By Johnnie Rosario
(Tumon, Guam) Fitch credit rating agency just gave Guam Power Authority an improved credit score. GPA improved its credit rating on its revenue bonds from BBB- to BBB. Both ratings are investment grade.
The ratings were anticipated since the last time Fitch rated GPA with a BBB- with a positive outlook. Much of that positive outlook was tied to GPA's fidelity to its Integrated Resources Plan and its financials.
"GPA's operating cost burden is high, broadly reflecting the challenges of serving an island territory including higher than normal costs for fuel, labor and the need for excess capacity to ensure reliability," Fitch stated in its credit rating report. The stable outlook is a 'wait and see' for creditors, who are relying on GPA to increase the power base rate in order to fund future capital improvement projects in GPA's IRP.
But those projects, once online, will mean that GPA will be able to provide longterm decreases in its fuel recovery charge rate, which for most residents and businesses is the bulk of the power bill.
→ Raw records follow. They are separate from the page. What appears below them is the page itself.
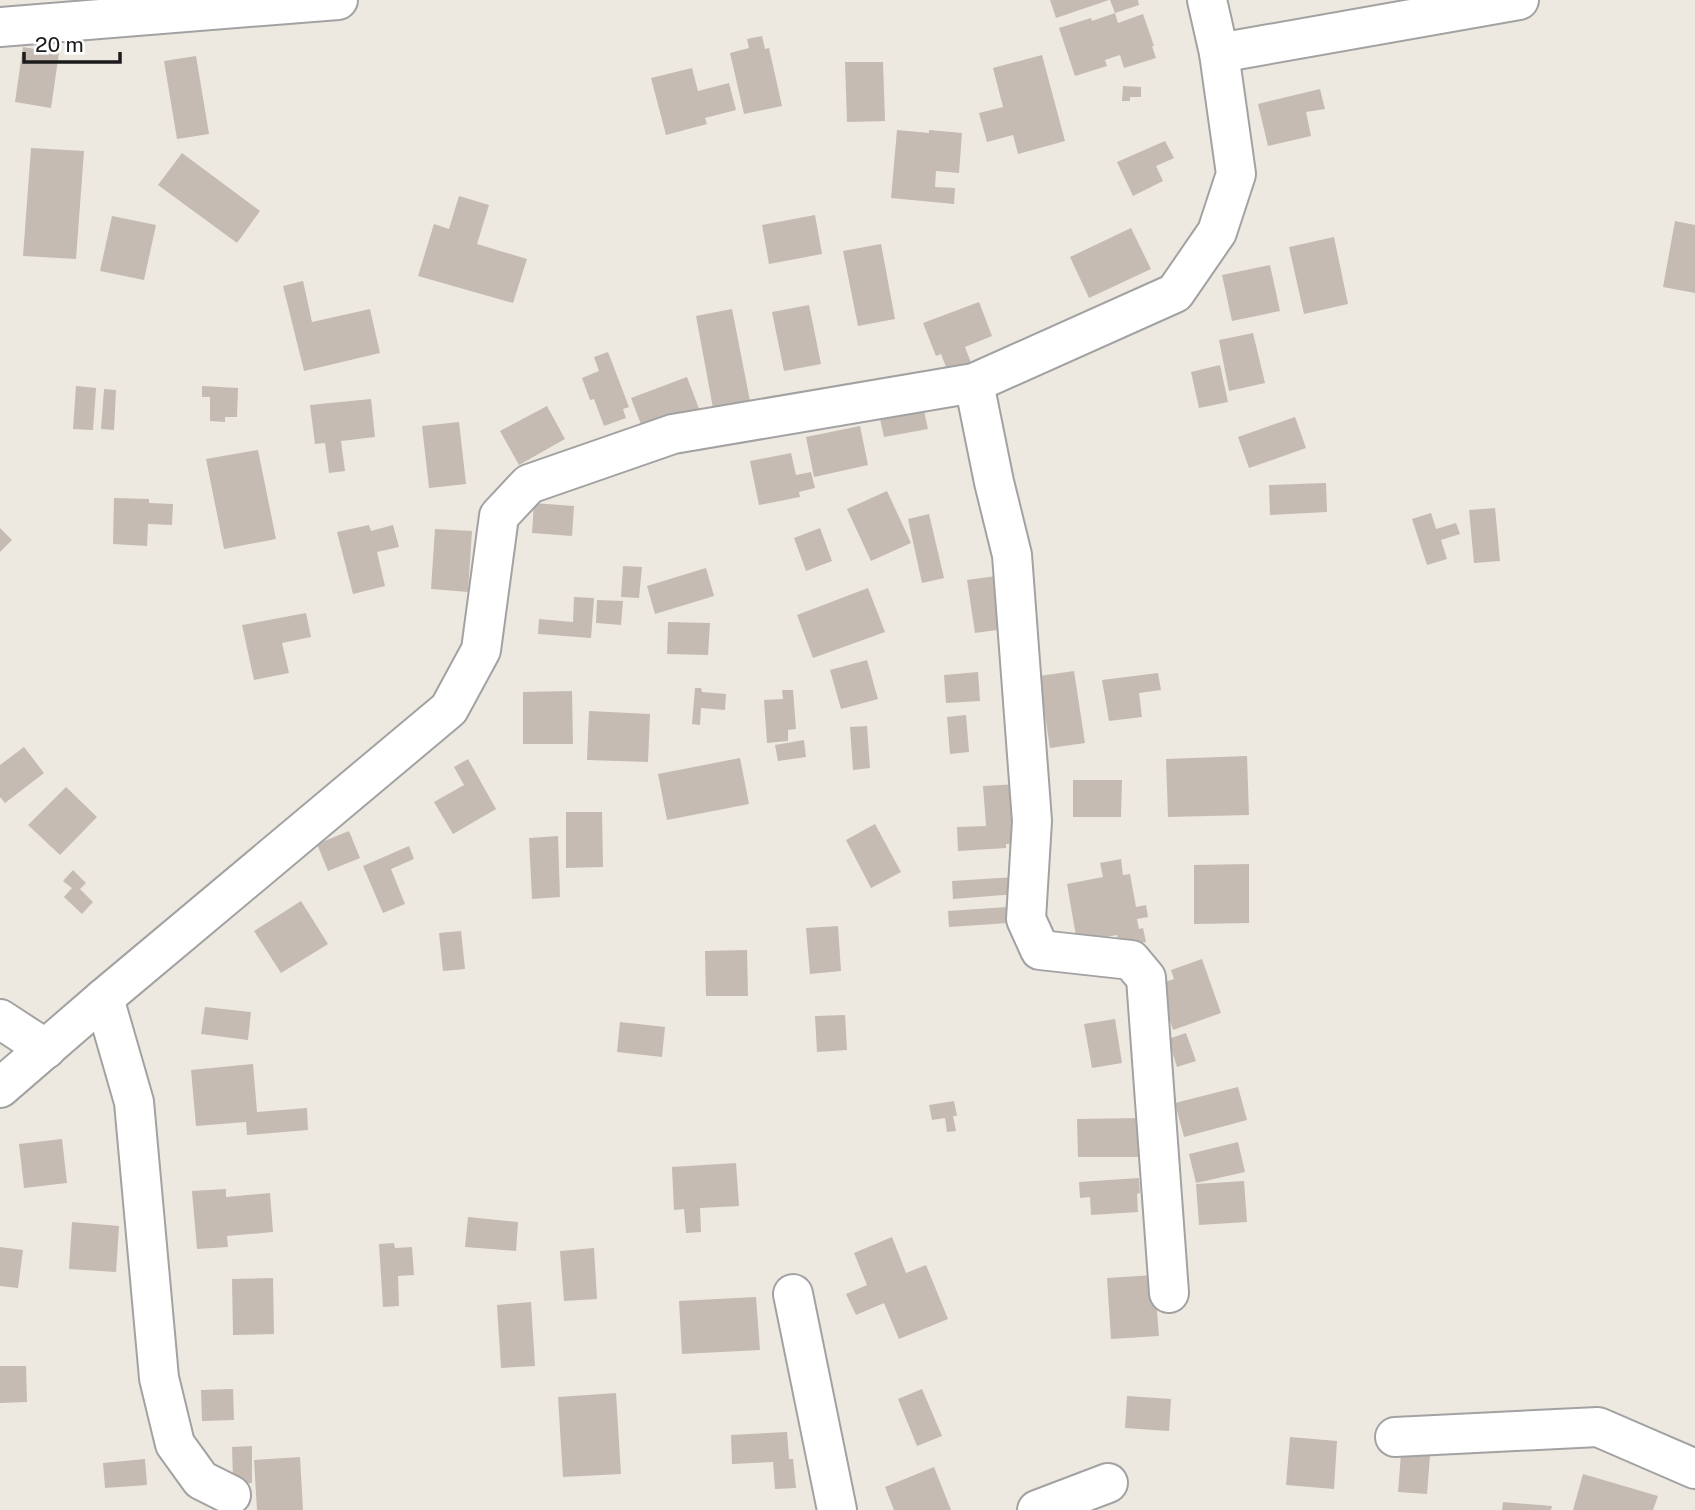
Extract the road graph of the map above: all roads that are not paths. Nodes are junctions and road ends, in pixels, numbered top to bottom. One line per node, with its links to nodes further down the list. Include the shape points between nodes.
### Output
1 (338, 0): 4 (street)
2 (1207, 0): 5 (street)
3 (1519, 0): 5 (street)
4 (0, 27)
5 (1219, 53): 6 (street, via 1236,174 1217,232 1175,293)
6 (974, 383): 7 (street, via 673,434 529,484 499,516 481,650 449,709); 11 (street, via 1012,555 1032,821 1026,919 1040,950 1131,960 1146,978)
7 (104, 998): 9 (street); 16 (street, via 134,1102 159,1378 175,1444 201,1480)
8 (0, 1019): 9 (street)
9 (46, 1049): 10 (street)
10 (0, 1088)
11 (1169, 1293)
12 (793, 1294): 17 (street)
13 (1395, 1437): 14 (street, via 1598,1427)
14 (1695, 1469)
15 (1108, 1483): 18 (street)
16 (231, 1495)
17 (837, 1510)
18 (1037, 1510)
This is because more of the island's power generation system will be produced using renewable and cheaper sources of energy.
“This improved investment grade rating is a positive confirmation of GPA’s continuous operational improvements and commitment to strengthen its financial health,” said GPA General Manager John M. Benavente, P.E. “This is definitely great news for all ratepayers, the Authority and our island,” Benavente added. “The upgrading of bond ratings is similar to the upgrading of one’s personal credit score; this signifies lower borrowing interest rates for GPA and lower cost(s) to ratepayers,” continued Benavente.
The rating agency highlighted some of the following factors in assigning the GPA rating upgrade:
GPA being the sole provider of electric service on Guam and its strong service area characteristics supported by the U.S. military presence.
Guam’s steadily growing economy and gross domestic product(GDP) in recent years contributing to declining unemployment, solid household income and customer growth.
The 1% steady growth of customer accounts since 2014.
Tourism and the U.S. military contributing to Guam’s economy and electricity demand on the island; and
GPA’s commitment to implement its 2016 Integrated Resource Plan (IRP) as a means to modernize its fleet, provide fuel diversity and comply with environmental regulations imposed by the U.S.EPA.
“In recent years, notwithstanding many challenges, GPA’s focus on improving system reliability, operational efficiency and fuel cost recovery contributed in great part to the Authority attaining this improved rating, to include the recent approval to build the new Ukudu power plant which will result in lower cost(s), and more efficient and flexible resources capable of supporting an expanded renewable resource utility portfolio,” remarked Benavente.
“The future for power on Guam includes GPA’s progress through the governance of the Consolidated Commission on Utilities and the oversight of the Guam Public Utilities Commission, as well as the dedicated professionalism and performance of GPA’s workforce, who serve to deliver improvements that benefit all ratepayers and improve the quality of life for all of us who call Guam home,” concluded Benavente.